Over the last few months, the Grand Council of the Crees/ Cree Regional Authority have created and finally published their own guidelines to follow when it comes to the Crees and mining developers.
“Our government was quite worried about what was going on in the Cree world in terms of negotiations for certain projects. There needed to be rules and laws established so that everyone was singing the same song so that we don’t end up all over the place,” said CREECO President Jack Blacksmith.
The idea was not to create more red tape when it came to individual communities but to protect the Crees, their rights and the land. Blacksmith explained that as the GCC is the government of the Cree people, their desire is to ensure that none of the Cree get “short changed,” when it comes to any variety of development on Cree territory. At the same time, they are also not looking to bring up any issues that are unnecessary.
According to the recently released documents, the new mining policy is based on the following three fundamental pillars which serve as guides when it comes to mineral exploration and mining activity within Cree territory:
1. Promotion and Support of Mining Activities – The Crees support and promote the development of mining as part of their approach to natural-resource management and as a tool for social and economic development.
2. Mining and Sustainable Practices – The Crees believe that mining and sustainable development should be made compatible, and appropriate existing governance tools such as social and economic agreements, and environmental assessment and remediation processes should accompany all forms and all phases of mining activities.
3. Transparency and Collaboration – The Crees believe that mineral exploration and mining activities in the territory should be a transparent and collaborative process.
“This policy helps the Crees in their discussions with the government so that nobody feels run over in terms of mining development. What we have done with the mining policy is we’ve described who we are, what our beliefs are and what needs to be addressed when there’s mining development happening in our territory,” said Blacksmith.

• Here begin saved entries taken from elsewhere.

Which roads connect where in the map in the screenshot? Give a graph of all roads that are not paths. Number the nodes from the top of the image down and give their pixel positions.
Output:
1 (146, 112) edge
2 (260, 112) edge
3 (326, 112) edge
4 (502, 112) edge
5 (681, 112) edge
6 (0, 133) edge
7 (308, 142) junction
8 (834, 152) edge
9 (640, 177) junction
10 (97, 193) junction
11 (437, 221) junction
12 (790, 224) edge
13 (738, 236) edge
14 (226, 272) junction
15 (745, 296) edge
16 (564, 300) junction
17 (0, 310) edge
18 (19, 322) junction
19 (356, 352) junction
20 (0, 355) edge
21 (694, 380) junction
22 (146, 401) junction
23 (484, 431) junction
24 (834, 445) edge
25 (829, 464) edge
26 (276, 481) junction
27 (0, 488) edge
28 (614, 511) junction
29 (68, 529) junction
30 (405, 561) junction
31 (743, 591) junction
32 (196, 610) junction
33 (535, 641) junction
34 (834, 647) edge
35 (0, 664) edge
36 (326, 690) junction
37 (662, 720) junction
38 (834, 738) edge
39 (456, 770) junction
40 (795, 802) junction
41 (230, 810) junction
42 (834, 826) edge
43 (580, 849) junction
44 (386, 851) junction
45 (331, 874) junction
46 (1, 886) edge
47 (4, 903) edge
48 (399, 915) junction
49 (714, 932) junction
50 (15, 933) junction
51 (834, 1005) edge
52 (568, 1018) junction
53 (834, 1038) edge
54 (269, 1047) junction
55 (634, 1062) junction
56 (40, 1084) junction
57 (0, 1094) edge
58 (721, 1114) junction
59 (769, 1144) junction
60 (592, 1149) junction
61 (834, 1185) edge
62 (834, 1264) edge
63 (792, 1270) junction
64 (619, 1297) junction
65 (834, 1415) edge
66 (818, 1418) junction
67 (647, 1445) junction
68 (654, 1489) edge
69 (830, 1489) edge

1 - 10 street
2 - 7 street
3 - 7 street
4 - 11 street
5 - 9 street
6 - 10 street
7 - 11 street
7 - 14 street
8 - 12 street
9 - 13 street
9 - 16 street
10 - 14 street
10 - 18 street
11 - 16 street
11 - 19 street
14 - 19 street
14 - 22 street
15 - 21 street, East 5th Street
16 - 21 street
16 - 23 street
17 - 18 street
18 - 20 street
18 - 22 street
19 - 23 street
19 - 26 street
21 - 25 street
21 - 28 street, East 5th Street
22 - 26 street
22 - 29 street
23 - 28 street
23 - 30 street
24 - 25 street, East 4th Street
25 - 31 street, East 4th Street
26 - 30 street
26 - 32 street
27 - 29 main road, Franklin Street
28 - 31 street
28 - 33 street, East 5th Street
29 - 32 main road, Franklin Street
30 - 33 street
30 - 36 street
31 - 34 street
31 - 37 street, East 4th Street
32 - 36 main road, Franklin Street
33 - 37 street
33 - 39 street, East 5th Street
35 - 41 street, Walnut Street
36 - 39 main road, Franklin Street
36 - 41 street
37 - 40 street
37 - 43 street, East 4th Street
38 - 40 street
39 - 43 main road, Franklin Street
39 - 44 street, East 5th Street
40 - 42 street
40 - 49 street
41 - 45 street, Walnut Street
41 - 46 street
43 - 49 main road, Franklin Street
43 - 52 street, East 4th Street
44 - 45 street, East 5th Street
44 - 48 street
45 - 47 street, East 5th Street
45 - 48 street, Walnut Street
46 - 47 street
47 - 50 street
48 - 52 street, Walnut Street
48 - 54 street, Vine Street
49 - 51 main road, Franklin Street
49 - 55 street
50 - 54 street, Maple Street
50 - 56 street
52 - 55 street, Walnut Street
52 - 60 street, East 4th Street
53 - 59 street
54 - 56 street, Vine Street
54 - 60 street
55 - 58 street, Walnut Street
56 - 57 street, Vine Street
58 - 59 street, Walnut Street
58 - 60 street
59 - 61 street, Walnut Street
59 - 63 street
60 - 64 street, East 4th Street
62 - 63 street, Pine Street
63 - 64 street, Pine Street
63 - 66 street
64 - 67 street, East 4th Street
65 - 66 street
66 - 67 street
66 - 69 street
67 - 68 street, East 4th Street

“We all have to look after who we are in terms of being Cree people. The policy states very bluntly that we are not opposed to development. It also states that companies and the government need to mind their own business when they are on Cree territory.”
At the same time, Blacksmith said these policies are not about jumping in and shutting an operation down, these policies are being put into place to ensure that there is mutual trust and understanding between the Crees, the government and industry.
In the seven-page document numerous issues are highlighted to ensure that the three aforementioned fundamental pillars are respected. Some of these highlights include the protection of Cree mineral rights and the use of the Cree’s own expertise on land and mineral-resources management under the first pillar.
Under the Sustainable Development Policy, there are a number of points that detail the Cree’s ultimate commitment to the land and their traditional practices. They also list a series of principles derived from the Eeyou Estchee Declaration issued in 1995.
It then goes on to explain the GCC’s desire improve the economic, social, environmental, cultural and sustainable development of all Crees and Cree local governments in the context of mining activities on the territory and mentions the agreements in place to ensure sustainability.
Under the third pillar, the policy explains the GCC’s policy on transparency, collaboration in terms of developing flexible approaches that respect the roles of the communities in terms of decision-making and protecting Cree rights.
It also explains how support for the mining companies will be available to them through the Cree Mineral and Exploration Board and through the CRA.